---- Data shown
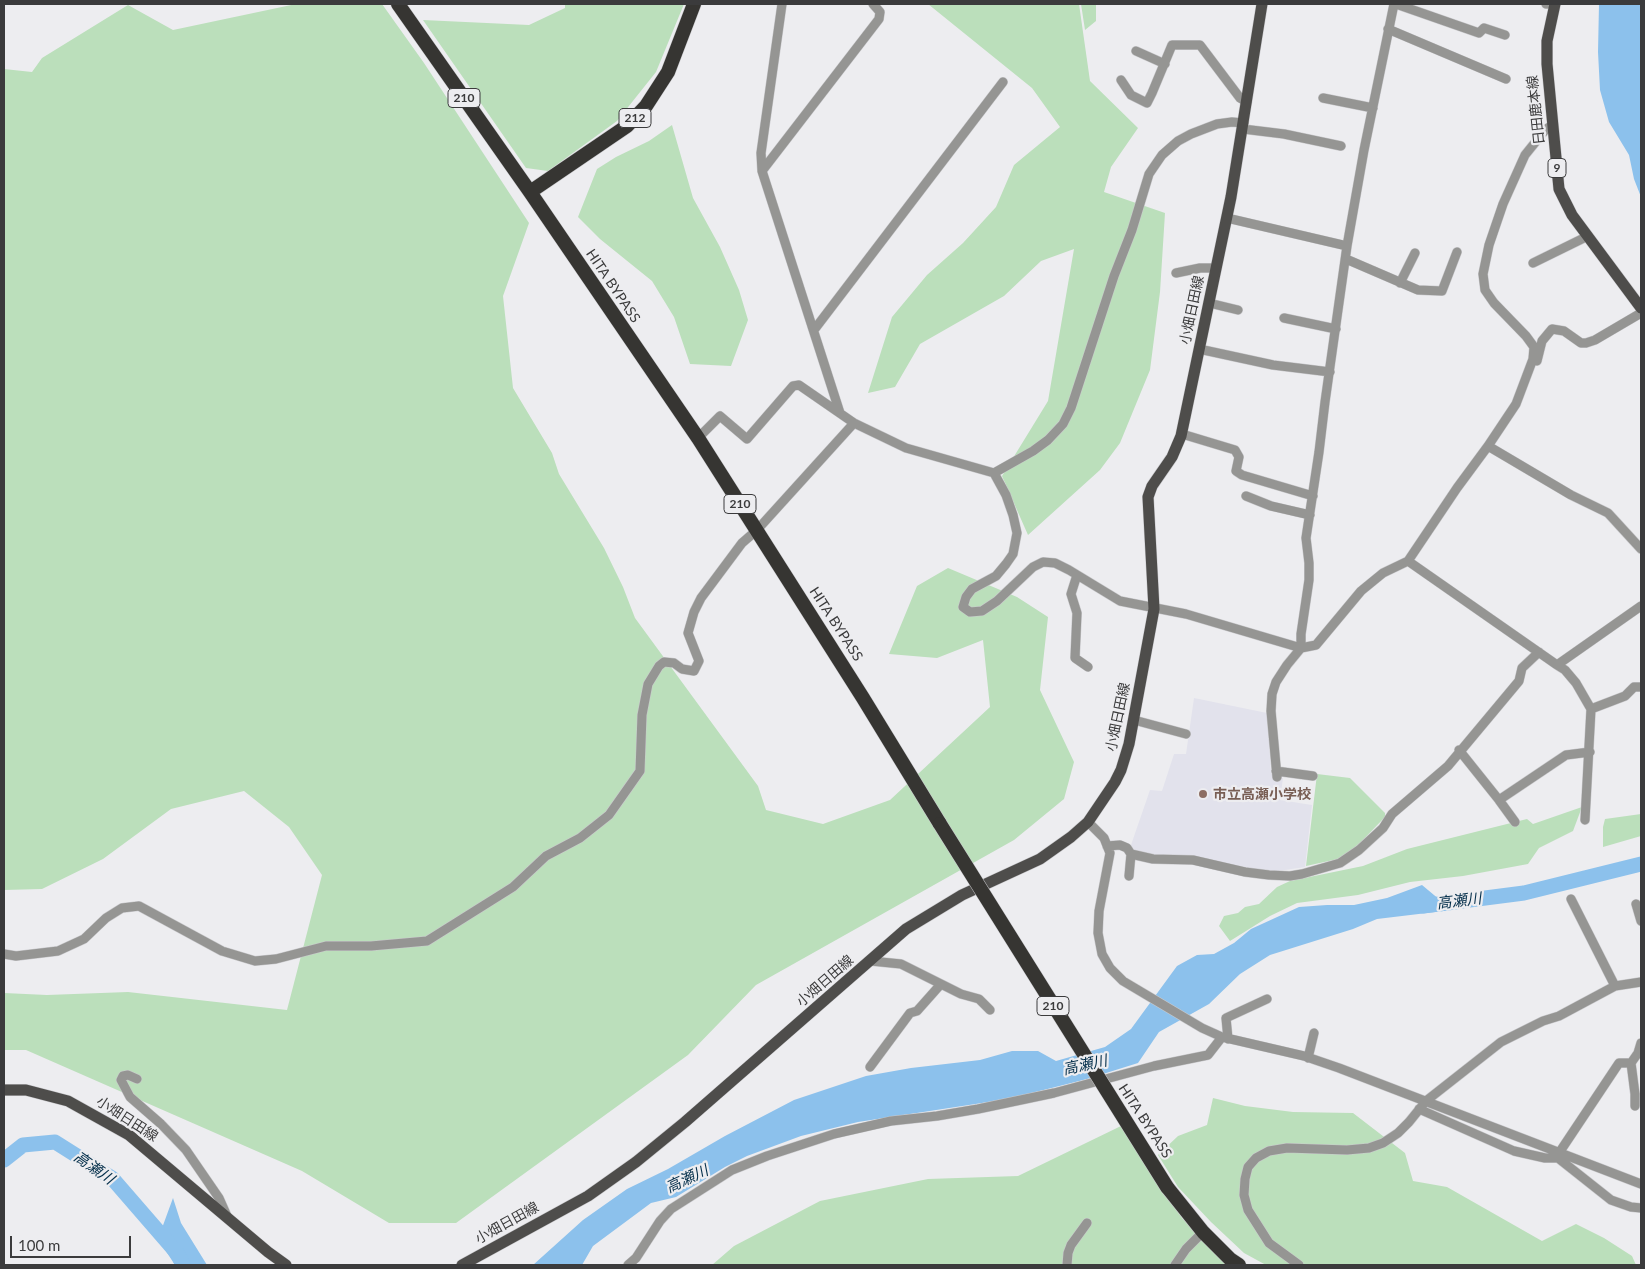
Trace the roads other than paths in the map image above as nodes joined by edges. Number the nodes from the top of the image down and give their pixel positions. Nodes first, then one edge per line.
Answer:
1 (398, 4) edge
2 (694, 4) edge
3 (782, 4) edge
4 (873, 4) edge
5 (1262, 4) edge
6 (1395, 4) edge
7 (1555, 4) edge
8 (1388, 29) junction
9 (1505, 35) dead end
10 (1136, 51) dead end
11 (1165, 64) junction
12 (1121, 80) dead end
13 (1506, 80) dead end
14 (1003, 82) dead end
15 (1323, 98) dead end
16 (1247, 102) junction
17 (1373, 108) junction
18 (1553, 125) junction
19 (1243, 126) junction
20 (1341, 146) dead end
21 (762, 171) junction
22 (530, 192) junction
23 (1227, 218) junction
24 (1588, 236) junction
25 (1348, 246) junction
26 (1457, 252) dead end
27 (1415, 253) dead end
28 (1346, 259) junction
29 (1533, 263) dead end
30 (1216, 268) junction
31 (1176, 273) dead end
32 (1400, 283) junction
33 (1209, 303) junction
34 (1641, 308) edge
35 (1238, 310) dead end
36 (1641, 313) edge
37 (1284, 318) dead end
38 (1336, 329) junction
39 (814, 330) junction
40 (1199, 349) junction
41 (1330, 372) junction
42 (1520, 393) junction
43 (840, 414) junction
44 (854, 423) junction
45 (1182, 434) junction
46 (698, 438) junction
47 (1488, 446) junction
48 (994, 473) junction
49 (1246, 496) dead end
50 (1312, 496) junction
51 (1310, 515) junction
52 (757, 530) junction
53 (1641, 549) edge
54 (1408, 561) junction
55 (1077, 575) junction
56 (1641, 606) edge
57 (1154, 609) junction
58 (1301, 648) junction
59 (1539, 652) junction
60 (1558, 665) junction
61 (1088, 667) dead end
62 (1641, 687) edge
63 (1591, 709) junction
64 (1134, 720) junction
65 (1186, 734) dead end
66 (1459, 750) junction
67 (1590, 752) junction
68 (1313, 776) dead end
69 (1499, 800) junction
70 (1586, 820) dead end
71 (1088, 822) junction
72 (1515, 822) dead end
73 (1107, 846) junction
74 (1131, 854) junction
75 (1129, 876) dead end
76 (1571, 899) dead end
77 (1636, 904) dead end
78 (1641, 921) edge
79 (4, 954) edge
80 (871, 961) junction
81 (1641, 983) edge
82 (940, 984) junction
83 (1615, 986) junction
84 (1267, 999) dead end
85 (990, 1010) dead end
86 (1314, 1033) dead end
87 (1225, 1038) junction
88 (1641, 1043) edge
89 (1308, 1058) junction
90 (1631, 1063) junction
91 (870, 1067) dead end
92 (138, 1079) dead end
93 (4, 1090) edge
94 (1426, 1101) junction
95 (1635, 1106) dead end
96 (1419, 1109) junction
97 (1559, 1155) junction
98 (1641, 1184) edge
99 (1641, 1208) edge
100 (228, 1219) junction
101 (1087, 1224) dead end
102 (1203, 1232) junction
103 (286, 1265) edge
104 (462, 1265) edge
105 (628, 1265) edge
106 (1067, 1265) edge
107 (1176, 1265) edge
108 (1239, 1265) edge
109 (1299, 1265) edge

1 - 22 highway, HITA BYPASS / 210
2 - 22 highway, 212
3 - 21 street
4 - 21 street
5 - 16 main road, 小畑日田線
6 - 8 street
6 - 9 street
7 - 18 main road, 日田鹿本線 / 9
8 - 13 street
8 - 17 street
10 - 11 street
11 - 12 street
11 - 16 street
14 - 39 street
15 - 17 street
16 - 19 main road, 小畑日田線
17 - 25 street
18 - 24 main road, 日田鹿本線 / 9
18 - 42 street
19 - 20 street
19 - 23 main road, 小畑日田線
19 - 48 street
21 - 39 street
22 - 46 highway, HITA BYPASS / 210
23 - 25 street
23 - 30 main road, 小畑日田線
24 - 29 street
24 - 34 main road, 日田鹿本線 / 9
25 - 28 street
26 - 32 street
27 - 32 street
28 - 32 street
28 - 38 street
30 - 31 street
30 - 33 main road, 小畑日田線
33 - 35 street
33 - 40 main road, 小畑日田線
36 - 42 street
37 - 38 street
38 - 41 street
39 - 43 street
40 - 41 street
40 - 45 main road, 小畑日田線
41 - 50 street
42 - 47 street
43 - 44 street
43 - 46 street
44 - 48 street
44 - 52 street
45 - 50 street
45 - 57 main road, 小畑日田線
46 - 52 highway, HITA BYPASS / 210
47 - 53 street
47 - 54 street
48 - 55 street
49 - 51 street
50 - 51 street
51 - 58 street
52 - 79 street
52 - 102 highway, HITA BYPASS / 210, bridge
54 - 58 street
54 - 59 street
55 - 57 street
55 - 61 street
56 - 60 street
57 - 58 street
57 - 64 main road, 小畑日田線
58 - 68 street
59 - 60 street
59 - 66 street
60 - 63 street
62 - 63 street
63 - 67 street
64 - 65 street
64 - 71 main road, 小畑日田線
66 - 69 street
66 - 74 street
67 - 69 street
67 - 70 street
69 - 72 street
71 - 73 street
71 - 80 main road, 小畑日田線
73 - 74 street
73 - 87 street
74 - 75 street
76 - 83 street
77 - 78 street
80 - 82 street
80 - 104 main road, 小畑日田線
81 - 83 street
82 - 85 street
82 - 91 street
83 - 94 street
84 - 87 street
86 - 89 street
87 - 89 street
87 - 105 street
88 - 90 street
89 - 94 street
90 - 95 street
90 - 97 street
92 - 100 street
93 - 100 main road, 小畑日田線
94 - 96 street
94 - 97 street
96 - 97 street
96 - 109 street
97 - 98 street
97 - 99 street
100 - 103 main road, 小畑日田線
101 - 106 street
102 - 107 street
102 - 108 highway, HITA BYPASS / 210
--------
# [What is required]
Every entry, word for word, should be given again; the pictures are not part of the copy.

# [Completed exercise]
Trace the roads other than paths in the map image above as nodes joined by edges. Number the nodes from the top of the image down and give their pixel positions. Nodes first, then one edge per line.
Answer:
1 (398, 4) edge
2 (694, 4) edge
3 (782, 4) edge
4 (873, 4) edge
5 (1262, 4) edge
6 (1395, 4) edge
7 (1555, 4) edge
8 (1388, 29) junction
9 (1505, 35) dead end
10 (1136, 51) dead end
11 (1165, 64) junction
12 (1121, 80) dead end
13 (1506, 80) dead end
14 (1003, 82) dead end
15 (1323, 98) dead end
16 (1247, 102) junction
17 (1373, 108) junction
18 (1553, 125) junction
19 (1243, 126) junction
20 (1341, 146) dead end
21 (762, 171) junction
22 (530, 192) junction
23 (1227, 218) junction
24 (1588, 236) junction
25 (1348, 246) junction
26 (1457, 252) dead end
27 (1415, 253) dead end
28 (1346, 259) junction
29 (1533, 263) dead end
30 (1216, 268) junction
31 (1176, 273) dead end
32 (1400, 283) junction
33 (1209, 303) junction
34 (1641, 308) edge
35 (1238, 310) dead end
36 (1641, 313) edge
37 (1284, 318) dead end
38 (1336, 329) junction
39 (814, 330) junction
40 (1199, 349) junction
41 (1330, 372) junction
42 (1520, 393) junction
43 (840, 414) junction
44 (854, 423) junction
45 (1182, 434) junction
46 (698, 438) junction
47 (1488, 446) junction
48 (994, 473) junction
49 (1246, 496) dead end
50 (1312, 496) junction
51 (1310, 515) junction
52 (757, 530) junction
53 (1641, 549) edge
54 (1408, 561) junction
55 (1077, 575) junction
56 (1641, 606) edge
57 (1154, 609) junction
58 (1301, 648) junction
59 (1539, 652) junction
60 (1558, 665) junction
61 (1088, 667) dead end
62 (1641, 687) edge
63 (1591, 709) junction
64 (1134, 720) junction
65 (1186, 734) dead end
66 (1459, 750) junction
67 (1590, 752) junction
68 (1313, 776) dead end
69 (1499, 800) junction
70 (1586, 820) dead end
71 (1088, 822) junction
72 (1515, 822) dead end
73 (1107, 846) junction
74 (1131, 854) junction
75 (1129, 876) dead end
76 (1571, 899) dead end
77 (1636, 904) dead end
78 (1641, 921) edge
79 (4, 954) edge
80 (871, 961) junction
81 (1641, 983) edge
82 (940, 984) junction
83 (1615, 986) junction
84 (1267, 999) dead end
85 (990, 1010) dead end
86 (1314, 1033) dead end
87 (1225, 1038) junction
88 (1641, 1043) edge
89 (1308, 1058) junction
90 (1631, 1063) junction
91 (870, 1067) dead end
92 (138, 1079) dead end
93 (4, 1090) edge
94 (1426, 1101) junction
95 (1635, 1106) dead end
96 (1419, 1109) junction
97 (1559, 1155) junction
98 (1641, 1184) edge
99 (1641, 1208) edge
100 (228, 1219) junction
101 (1087, 1224) dead end
102 (1203, 1232) junction
103 (286, 1265) edge
104 (462, 1265) edge
105 (628, 1265) edge
106 (1067, 1265) edge
107 (1176, 1265) edge
108 (1239, 1265) edge
109 (1299, 1265) edge

1 - 22 highway, HITA BYPASS / 210
2 - 22 highway, 212
3 - 21 street
4 - 21 street
5 - 16 main road, 小畑日田線
6 - 8 street
6 - 9 street
7 - 18 main road, 日田鹿本線 / 9
8 - 13 street
8 - 17 street
10 - 11 street
11 - 12 street
11 - 16 street
14 - 39 street
15 - 17 street
16 - 19 main road, 小畑日田線
17 - 25 street
18 - 24 main road, 日田鹿本線 / 9
18 - 42 street
19 - 20 street
19 - 23 main road, 小畑日田線
19 - 48 street
21 - 39 street
22 - 46 highway, HITA BYPASS / 210
23 - 25 street
23 - 30 main road, 小畑日田線
24 - 29 street
24 - 34 main road, 日田鹿本線 / 9
25 - 28 street
26 - 32 street
27 - 32 street
28 - 32 street
28 - 38 street
30 - 31 street
30 - 33 main road, 小畑日田線
33 - 35 street
33 - 40 main road, 小畑日田線
36 - 42 street
37 - 38 street
38 - 41 street
39 - 43 street
40 - 41 street
40 - 45 main road, 小畑日田線
41 - 50 street
42 - 47 street
43 - 44 street
43 - 46 street
44 - 48 street
44 - 52 street
45 - 50 street
45 - 57 main road, 小畑日田線
46 - 52 highway, HITA BYPASS / 210
47 - 53 street
47 - 54 street
48 - 55 street
49 - 51 street
50 - 51 street
51 - 58 street
52 - 79 street
52 - 102 highway, HITA BYPASS / 210, bridge
54 - 58 street
54 - 59 street
55 - 57 street
55 - 61 street
56 - 60 street
57 - 58 street
57 - 64 main road, 小畑日田線
58 - 68 street
59 - 60 street
59 - 66 street
60 - 63 street
62 - 63 street
63 - 67 street
64 - 65 street
64 - 71 main road, 小畑日田線
66 - 69 street
66 - 74 street
67 - 69 street
67 - 70 street
69 - 72 street
71 - 73 street
71 - 80 main road, 小畑日田線
73 - 74 street
73 - 87 street
74 - 75 street
76 - 83 street
77 - 78 street
80 - 82 street
80 - 104 main road, 小畑日田線
81 - 83 street
82 - 85 street
82 - 91 street
83 - 94 street
84 - 87 street
86 - 89 street
87 - 89 street
87 - 105 street
88 - 90 street
89 - 94 street
90 - 95 street
90 - 97 street
92 - 100 street
93 - 100 main road, 小畑日田線
94 - 96 street
94 - 97 street
96 - 97 street
96 - 109 street
97 - 98 street
97 - 99 street
100 - 103 main road, 小畑日田線
101 - 106 street
102 - 107 street
102 - 108 highway, HITA BYPASS / 210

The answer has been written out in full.